テオドールはしばらく間を置いて、話を続けた。


「そして、イザベル様がこぼした杯から、極少量ながら、醒華草の成分が見つかりました」


議場がざわめいた。


「そんなもの私は知りません!」


テオドールの言葉をイザベルが遮る。

テオドールは淡々と続ける。


「イザベル様が知らないはずがありません。なぜならーー

イザベル様の自室から醒華草が見つかったからです」


「………っ!!」


イザベルの顔から血の気が引いた。


議場がどよめく。


「イザベル。本当か?」


ノアがイザベルに問いかける。


「いいえ!私はそんなもの知りません!そもそも、私の部屋に勝手に入ったの!?信じられないわ!」


イザベルが慌てた様子で否定する。


「勝手に……ではありません。

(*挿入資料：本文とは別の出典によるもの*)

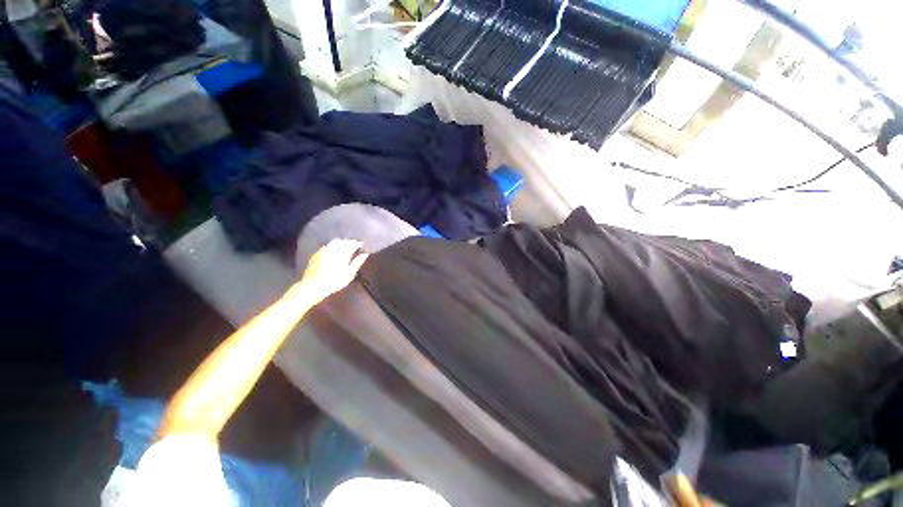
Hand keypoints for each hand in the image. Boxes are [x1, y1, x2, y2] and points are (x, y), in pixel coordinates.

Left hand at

宮廷内のあらゆる場所が捜査対象でした。それは、もちろんイザベル様の居室も対象です。ですが、宮廷警備隊は、イザベル様の居室に入ることを許可されていない様子でしたので、皇后陛下の承認のもと入室を許可しました」


テオドールが言い終わると、貴族たちが囁き出した。


「なんだ?つまり、イザベル様の自作自演なのか……?」

「まさか、お子を孕っていながら自ら危険を犯したと……?」

「だが、あの焦り方は怪しいぞ」

「確かに、皇帝陛下が皇后陛下と関係修復した直後だったしな」


貴族たちの囁きが次第に大きくなる中で、しばらく黙っていたノアが、何かを悟ったように口を開いた。